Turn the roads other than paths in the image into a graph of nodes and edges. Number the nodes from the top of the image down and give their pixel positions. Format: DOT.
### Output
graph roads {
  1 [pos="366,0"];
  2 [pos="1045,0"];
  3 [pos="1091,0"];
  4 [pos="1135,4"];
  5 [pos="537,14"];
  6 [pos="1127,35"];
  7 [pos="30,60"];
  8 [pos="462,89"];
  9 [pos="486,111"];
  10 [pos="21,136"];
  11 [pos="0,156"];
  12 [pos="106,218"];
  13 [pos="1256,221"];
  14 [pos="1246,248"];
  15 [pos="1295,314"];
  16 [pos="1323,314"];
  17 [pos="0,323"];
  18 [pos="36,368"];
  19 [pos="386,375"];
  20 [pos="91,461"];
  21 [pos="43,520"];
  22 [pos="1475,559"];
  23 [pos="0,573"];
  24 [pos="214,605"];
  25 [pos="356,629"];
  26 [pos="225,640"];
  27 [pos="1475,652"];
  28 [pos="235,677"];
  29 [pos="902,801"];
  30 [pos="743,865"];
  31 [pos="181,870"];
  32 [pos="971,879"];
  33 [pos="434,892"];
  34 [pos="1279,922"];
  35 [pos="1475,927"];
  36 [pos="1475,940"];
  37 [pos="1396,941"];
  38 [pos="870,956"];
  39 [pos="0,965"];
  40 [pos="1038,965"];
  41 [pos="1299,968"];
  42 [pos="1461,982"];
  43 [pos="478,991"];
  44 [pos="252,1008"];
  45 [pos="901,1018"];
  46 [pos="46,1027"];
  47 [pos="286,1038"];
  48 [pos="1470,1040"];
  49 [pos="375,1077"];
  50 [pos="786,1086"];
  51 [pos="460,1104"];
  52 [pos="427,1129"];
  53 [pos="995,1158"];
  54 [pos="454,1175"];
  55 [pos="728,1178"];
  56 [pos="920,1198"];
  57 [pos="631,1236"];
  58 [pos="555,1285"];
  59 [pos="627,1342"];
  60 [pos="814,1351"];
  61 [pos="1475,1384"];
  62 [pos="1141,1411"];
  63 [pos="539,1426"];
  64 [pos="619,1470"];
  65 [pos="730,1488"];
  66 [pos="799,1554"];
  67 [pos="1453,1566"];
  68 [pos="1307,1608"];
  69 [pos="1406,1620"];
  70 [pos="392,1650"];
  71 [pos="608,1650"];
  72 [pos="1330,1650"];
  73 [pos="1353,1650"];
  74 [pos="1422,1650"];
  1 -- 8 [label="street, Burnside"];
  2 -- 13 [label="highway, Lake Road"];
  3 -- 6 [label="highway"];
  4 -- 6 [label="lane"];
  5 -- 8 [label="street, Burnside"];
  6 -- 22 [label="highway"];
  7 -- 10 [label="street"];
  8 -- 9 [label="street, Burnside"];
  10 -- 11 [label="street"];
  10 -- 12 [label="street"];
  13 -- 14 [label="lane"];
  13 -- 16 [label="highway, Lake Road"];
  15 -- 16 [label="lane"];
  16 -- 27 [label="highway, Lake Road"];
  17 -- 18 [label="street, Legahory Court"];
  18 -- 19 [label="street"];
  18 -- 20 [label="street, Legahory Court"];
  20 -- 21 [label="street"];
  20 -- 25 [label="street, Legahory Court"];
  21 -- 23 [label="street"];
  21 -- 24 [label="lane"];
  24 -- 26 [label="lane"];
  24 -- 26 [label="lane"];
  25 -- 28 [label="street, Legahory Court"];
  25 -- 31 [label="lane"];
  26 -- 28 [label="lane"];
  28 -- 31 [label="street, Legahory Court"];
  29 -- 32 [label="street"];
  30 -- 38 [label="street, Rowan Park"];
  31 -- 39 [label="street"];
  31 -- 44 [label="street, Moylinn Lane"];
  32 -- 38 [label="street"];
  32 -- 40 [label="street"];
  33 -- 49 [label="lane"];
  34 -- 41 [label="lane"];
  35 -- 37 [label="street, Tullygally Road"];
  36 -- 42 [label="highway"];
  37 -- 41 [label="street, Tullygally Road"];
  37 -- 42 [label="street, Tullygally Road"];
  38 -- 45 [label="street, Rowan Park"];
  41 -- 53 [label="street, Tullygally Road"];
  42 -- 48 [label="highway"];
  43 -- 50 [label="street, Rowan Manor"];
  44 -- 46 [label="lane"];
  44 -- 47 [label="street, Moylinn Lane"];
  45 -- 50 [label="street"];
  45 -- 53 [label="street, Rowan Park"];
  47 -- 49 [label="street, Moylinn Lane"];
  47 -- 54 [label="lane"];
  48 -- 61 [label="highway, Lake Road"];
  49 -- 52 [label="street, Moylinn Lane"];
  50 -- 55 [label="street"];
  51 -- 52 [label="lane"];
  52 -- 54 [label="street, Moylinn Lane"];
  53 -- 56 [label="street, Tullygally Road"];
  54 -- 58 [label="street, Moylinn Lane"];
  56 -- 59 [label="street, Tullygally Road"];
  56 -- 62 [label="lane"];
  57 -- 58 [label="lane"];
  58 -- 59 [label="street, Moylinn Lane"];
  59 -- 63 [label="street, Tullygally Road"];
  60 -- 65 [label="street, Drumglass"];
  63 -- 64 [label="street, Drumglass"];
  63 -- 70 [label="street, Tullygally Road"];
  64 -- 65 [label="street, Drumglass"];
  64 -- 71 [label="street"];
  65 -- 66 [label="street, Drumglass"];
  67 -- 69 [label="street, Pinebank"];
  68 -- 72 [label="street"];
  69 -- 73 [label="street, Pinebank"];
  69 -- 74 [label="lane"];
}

# PROBLEM DESCRIPTION:
Go through the listing above and copy each line in which the string "Court" is found.

# THE ANSWER:
  17 -- 18 [label="street, Legahory Court"];
  18 -- 20 [label="street, Legahory Court"];
  20 -- 25 [label="street, Legahory Court"];
  25 -- 28 [label="street, Legahory Court"];
  28 -- 31 [label="street, Legahory Court"];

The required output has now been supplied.